Girolamo Savonarola, Friday, 17 October 2003 14:08 (twenty-two years ago)

You sure about that? It's written, anyway.

(I must have time on my hands)

Enrique (Enrique), Friday, 17 October 2003 14:12 (twenty-two years ago)

if only stone had based jfk on this theory

(posner quotes ballistics expert donahue to refute criticism of the "magic bullet" theory but gets his name wrong)

(ps my friend adair's decisive refutation of posner's book: "Jesus, look at that man's HAIR OIL!!") (this shd also have been in stone's film)

mark s (mark s), Friday, 17 October 2003 14:19 (twenty-two years ago)

WTF? Witnesses? I like ballistics, they are fun. But -- well, are there not easier ways of finding out here? Man stands up with sub-machine gun? In plain sight? And says 'I wan you to meet my liddle fren'

Knoll Edmonds (Enrique), Friday, 17 October 2003 14:26 (twenty-two years ago)

the description of hickey's movements on the web-page is inaccurate: the book suggests he fell BACKWARDS when the cars speeded up, and so wd not particularly have LOOKED as if he was firing a (single acc.theory) shot, just as if he was falling over backwards

it claims the secret servicemen surrounding him DID know, but covered it up as it was an accident and oswald had already shot jfk fatally and why introduce irrelevancies which wd damage an innocent if clumsy colleague's career needlessly blah blah

the witnesses on the verge etc were anyway notoriously all over the place as to where the various shots came from in terms of puffs of smoke, drifts of smoke and sounds of shots complete w.echoes, plus already looking all directions away from the cars bcz oswald had already fired twice (missed car altogether first time, hit kennedy AND connaly second time)

hickey WAS armed with this gun: that's historically attested to, and visible in some of the photos, esp.the later ones where the motorcade is speeding to the hospital and he's holding it pointed upwards

plus also there's photographic studies of what direction a pumpkin wrapped in masking tape will lurch if you fire a gun into it

mark s (mark s), Friday, 17 October 2003 14:42 (twenty-two years ago)

More details - just arrived.

Blimey Mark. Full-on shit there. Er, I'll go with it, but LHO managed a fatal shot? Or maybe he *would* have if CIA guy hadn't? I'm well outta my depth, my Dad was mad into it and I was all yeah yeah: classic conspiracy scene: Annie Hall.

The motorcade sped on...

Steinski (Enrique), Friday, 17 October 2003 14:53 (twenty-two years ago)
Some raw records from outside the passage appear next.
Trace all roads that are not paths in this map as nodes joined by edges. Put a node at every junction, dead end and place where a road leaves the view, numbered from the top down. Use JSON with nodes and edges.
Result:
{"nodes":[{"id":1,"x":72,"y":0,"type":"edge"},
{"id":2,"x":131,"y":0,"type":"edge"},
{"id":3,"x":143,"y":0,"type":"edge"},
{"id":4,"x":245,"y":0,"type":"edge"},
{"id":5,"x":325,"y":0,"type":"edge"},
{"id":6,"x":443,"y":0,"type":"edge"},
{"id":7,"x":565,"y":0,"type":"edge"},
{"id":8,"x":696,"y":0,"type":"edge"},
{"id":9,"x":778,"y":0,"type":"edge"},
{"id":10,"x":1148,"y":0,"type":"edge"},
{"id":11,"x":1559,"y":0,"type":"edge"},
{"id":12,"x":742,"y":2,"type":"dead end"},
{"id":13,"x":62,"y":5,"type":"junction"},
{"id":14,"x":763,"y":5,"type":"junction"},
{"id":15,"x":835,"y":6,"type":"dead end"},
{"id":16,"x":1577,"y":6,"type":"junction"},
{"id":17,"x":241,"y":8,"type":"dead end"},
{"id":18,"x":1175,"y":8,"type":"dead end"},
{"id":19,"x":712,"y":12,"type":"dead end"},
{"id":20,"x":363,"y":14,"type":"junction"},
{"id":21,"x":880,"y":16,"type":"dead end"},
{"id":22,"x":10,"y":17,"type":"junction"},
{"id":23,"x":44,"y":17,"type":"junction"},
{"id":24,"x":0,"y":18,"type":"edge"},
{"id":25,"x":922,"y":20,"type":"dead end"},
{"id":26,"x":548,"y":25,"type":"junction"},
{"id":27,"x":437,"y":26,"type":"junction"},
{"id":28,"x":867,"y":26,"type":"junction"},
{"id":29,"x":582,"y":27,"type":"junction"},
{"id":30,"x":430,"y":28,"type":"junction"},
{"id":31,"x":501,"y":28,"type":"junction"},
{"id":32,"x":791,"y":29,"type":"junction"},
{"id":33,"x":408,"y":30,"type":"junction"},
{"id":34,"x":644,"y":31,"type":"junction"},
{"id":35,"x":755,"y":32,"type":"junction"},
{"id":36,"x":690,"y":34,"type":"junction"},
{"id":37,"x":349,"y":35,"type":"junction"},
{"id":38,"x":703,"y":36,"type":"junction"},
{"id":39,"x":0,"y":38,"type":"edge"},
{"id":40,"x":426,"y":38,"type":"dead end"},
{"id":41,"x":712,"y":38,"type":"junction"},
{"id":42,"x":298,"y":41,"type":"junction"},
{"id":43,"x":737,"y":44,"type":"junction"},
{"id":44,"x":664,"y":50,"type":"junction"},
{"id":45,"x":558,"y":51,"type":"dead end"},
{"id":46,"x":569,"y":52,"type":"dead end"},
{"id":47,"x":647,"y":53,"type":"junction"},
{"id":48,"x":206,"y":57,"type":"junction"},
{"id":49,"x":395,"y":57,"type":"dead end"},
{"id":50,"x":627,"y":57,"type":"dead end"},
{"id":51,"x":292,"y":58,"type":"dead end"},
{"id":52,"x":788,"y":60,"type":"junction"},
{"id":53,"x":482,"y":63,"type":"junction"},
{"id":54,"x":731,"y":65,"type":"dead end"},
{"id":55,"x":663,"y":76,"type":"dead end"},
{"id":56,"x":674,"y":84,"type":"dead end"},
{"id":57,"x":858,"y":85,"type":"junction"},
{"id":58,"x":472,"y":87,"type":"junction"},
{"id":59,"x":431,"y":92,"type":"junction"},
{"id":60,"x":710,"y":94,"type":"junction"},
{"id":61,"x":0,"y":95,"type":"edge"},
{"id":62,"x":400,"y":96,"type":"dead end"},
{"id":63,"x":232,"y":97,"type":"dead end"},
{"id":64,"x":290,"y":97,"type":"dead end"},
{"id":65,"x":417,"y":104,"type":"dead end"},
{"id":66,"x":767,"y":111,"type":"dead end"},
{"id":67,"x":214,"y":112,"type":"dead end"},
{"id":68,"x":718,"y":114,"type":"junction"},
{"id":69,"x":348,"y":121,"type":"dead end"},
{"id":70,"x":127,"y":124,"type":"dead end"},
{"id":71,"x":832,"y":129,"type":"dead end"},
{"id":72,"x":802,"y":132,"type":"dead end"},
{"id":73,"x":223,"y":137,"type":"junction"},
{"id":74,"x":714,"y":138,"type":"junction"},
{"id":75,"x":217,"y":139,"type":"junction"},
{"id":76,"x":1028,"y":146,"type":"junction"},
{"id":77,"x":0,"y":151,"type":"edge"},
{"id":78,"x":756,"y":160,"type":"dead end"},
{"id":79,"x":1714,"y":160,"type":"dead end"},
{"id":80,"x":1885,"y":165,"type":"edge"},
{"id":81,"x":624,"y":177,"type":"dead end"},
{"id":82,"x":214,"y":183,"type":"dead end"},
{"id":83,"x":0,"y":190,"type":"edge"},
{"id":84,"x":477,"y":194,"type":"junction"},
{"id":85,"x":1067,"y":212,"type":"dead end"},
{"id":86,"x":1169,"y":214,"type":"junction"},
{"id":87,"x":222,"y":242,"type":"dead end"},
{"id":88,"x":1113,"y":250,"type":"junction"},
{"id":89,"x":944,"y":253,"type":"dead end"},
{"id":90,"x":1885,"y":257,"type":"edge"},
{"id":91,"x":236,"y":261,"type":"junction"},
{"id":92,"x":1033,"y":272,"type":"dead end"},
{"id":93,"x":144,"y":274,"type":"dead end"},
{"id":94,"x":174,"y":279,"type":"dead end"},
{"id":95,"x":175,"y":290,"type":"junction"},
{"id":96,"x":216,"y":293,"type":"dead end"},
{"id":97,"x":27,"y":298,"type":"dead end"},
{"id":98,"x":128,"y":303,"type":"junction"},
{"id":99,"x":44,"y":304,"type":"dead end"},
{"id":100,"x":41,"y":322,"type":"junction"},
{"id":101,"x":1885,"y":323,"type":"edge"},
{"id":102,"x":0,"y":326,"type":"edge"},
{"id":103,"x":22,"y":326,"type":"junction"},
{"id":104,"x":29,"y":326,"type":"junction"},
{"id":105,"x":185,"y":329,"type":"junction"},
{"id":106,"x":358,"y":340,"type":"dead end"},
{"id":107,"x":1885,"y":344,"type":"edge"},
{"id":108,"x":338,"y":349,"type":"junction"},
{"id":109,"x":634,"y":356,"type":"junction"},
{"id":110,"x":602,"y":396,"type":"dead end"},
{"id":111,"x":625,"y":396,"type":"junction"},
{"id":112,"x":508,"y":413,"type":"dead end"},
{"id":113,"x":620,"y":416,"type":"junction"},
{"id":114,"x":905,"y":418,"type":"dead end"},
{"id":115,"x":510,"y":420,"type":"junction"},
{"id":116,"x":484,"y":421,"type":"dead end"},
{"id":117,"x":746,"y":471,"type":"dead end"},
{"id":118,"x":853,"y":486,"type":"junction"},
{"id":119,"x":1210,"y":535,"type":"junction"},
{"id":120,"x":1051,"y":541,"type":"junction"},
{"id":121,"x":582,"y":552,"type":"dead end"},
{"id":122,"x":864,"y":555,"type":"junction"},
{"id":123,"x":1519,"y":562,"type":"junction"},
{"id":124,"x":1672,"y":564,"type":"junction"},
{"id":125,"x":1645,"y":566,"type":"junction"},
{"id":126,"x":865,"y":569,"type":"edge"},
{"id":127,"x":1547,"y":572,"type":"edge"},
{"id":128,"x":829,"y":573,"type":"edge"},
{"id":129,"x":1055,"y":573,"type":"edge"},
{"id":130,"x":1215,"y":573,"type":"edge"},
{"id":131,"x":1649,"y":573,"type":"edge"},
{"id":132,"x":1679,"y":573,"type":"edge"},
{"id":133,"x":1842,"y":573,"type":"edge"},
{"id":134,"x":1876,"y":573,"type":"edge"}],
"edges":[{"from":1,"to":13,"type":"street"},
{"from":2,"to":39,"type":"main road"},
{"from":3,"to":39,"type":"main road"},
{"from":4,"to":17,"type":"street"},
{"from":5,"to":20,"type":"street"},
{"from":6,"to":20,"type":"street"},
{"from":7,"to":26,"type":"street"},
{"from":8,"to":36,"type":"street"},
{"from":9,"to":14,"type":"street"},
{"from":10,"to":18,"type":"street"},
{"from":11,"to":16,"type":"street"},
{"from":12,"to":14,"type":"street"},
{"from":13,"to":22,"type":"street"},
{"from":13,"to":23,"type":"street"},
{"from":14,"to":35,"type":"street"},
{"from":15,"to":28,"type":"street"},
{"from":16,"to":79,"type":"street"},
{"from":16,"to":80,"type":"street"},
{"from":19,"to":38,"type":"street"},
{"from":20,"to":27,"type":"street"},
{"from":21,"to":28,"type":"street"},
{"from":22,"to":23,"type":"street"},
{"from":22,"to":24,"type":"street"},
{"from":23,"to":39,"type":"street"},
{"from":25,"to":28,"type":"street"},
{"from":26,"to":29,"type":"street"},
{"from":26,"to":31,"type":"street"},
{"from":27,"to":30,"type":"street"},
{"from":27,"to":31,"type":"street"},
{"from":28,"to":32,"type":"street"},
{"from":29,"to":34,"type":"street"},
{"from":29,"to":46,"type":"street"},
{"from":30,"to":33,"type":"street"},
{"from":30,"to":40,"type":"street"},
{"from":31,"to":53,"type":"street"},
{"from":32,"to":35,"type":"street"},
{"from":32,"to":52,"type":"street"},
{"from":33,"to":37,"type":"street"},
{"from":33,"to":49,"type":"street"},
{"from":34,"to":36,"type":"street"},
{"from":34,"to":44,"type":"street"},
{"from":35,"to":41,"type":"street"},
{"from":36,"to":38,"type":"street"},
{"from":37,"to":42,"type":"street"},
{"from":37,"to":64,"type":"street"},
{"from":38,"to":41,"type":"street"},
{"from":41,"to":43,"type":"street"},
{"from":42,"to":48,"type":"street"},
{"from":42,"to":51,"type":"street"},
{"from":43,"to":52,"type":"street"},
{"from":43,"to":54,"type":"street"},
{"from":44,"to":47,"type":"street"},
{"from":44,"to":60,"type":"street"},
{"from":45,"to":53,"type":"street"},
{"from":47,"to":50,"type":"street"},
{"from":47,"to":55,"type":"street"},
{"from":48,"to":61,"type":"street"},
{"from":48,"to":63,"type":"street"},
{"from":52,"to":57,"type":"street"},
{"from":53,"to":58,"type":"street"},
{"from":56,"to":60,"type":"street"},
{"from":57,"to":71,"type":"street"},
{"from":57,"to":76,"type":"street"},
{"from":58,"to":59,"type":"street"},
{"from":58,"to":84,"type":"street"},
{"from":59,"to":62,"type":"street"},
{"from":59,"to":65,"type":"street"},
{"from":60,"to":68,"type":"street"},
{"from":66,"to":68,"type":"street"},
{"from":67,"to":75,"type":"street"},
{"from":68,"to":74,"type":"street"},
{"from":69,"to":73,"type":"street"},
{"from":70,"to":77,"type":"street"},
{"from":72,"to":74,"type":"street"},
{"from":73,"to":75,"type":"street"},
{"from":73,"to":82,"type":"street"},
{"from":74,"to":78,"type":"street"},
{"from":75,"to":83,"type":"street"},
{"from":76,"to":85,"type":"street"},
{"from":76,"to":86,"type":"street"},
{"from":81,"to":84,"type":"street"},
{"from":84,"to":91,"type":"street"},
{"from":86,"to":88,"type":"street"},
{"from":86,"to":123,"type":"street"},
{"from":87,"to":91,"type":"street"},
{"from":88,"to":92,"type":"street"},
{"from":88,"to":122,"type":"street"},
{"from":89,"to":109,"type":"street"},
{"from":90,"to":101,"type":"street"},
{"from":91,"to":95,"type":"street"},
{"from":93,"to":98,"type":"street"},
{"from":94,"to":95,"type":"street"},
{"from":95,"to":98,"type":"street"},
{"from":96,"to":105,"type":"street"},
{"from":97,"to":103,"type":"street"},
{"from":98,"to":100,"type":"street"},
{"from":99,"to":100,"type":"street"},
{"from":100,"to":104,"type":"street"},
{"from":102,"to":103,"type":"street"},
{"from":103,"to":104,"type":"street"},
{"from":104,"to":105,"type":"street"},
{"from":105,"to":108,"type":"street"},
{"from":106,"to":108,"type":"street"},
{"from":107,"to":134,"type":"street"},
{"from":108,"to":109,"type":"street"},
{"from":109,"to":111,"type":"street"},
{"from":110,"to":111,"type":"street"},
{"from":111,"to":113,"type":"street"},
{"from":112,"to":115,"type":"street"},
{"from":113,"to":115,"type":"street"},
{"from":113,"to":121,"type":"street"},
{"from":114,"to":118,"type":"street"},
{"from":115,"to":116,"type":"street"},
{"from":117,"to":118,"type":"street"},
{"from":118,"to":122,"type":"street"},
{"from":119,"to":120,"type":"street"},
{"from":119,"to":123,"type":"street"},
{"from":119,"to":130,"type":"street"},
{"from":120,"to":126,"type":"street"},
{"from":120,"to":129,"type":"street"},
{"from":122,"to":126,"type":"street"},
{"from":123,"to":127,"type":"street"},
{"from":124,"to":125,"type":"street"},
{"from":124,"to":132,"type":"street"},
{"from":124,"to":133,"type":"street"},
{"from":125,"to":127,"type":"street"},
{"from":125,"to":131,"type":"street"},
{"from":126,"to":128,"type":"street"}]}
haha i tried to find one of the pix in question but found myself on a page where some loony was claiming, based on a photo blown up so large you couldn't make out ANYTHING AT ALL, that one of kennedy's SS-men is "grinning in an evil way" hence etc etc

i think oswald did it end-of-story, but if you want a good conspiracy, menninger's is my favourite on aesthetix-of-slapstick grounds

mark s (mark s), Friday, 17 October 2003 15:08 (twenty-two years ago)

If you've ever been to the School Book Depository and gotten a look from up there, you'd have no doubt that it's an easy shot, for the most part. As for the whole "he didn't have enough time" thing, they don't take into account that the first shot fired was a complete miss. One in the trees, one in Kennedy and Connolly, one in Kennedy's head.

Or just read Posner's book.

Girolamo Savonarola, Friday, 17 October 2003 15:08 (twenty-two years ago)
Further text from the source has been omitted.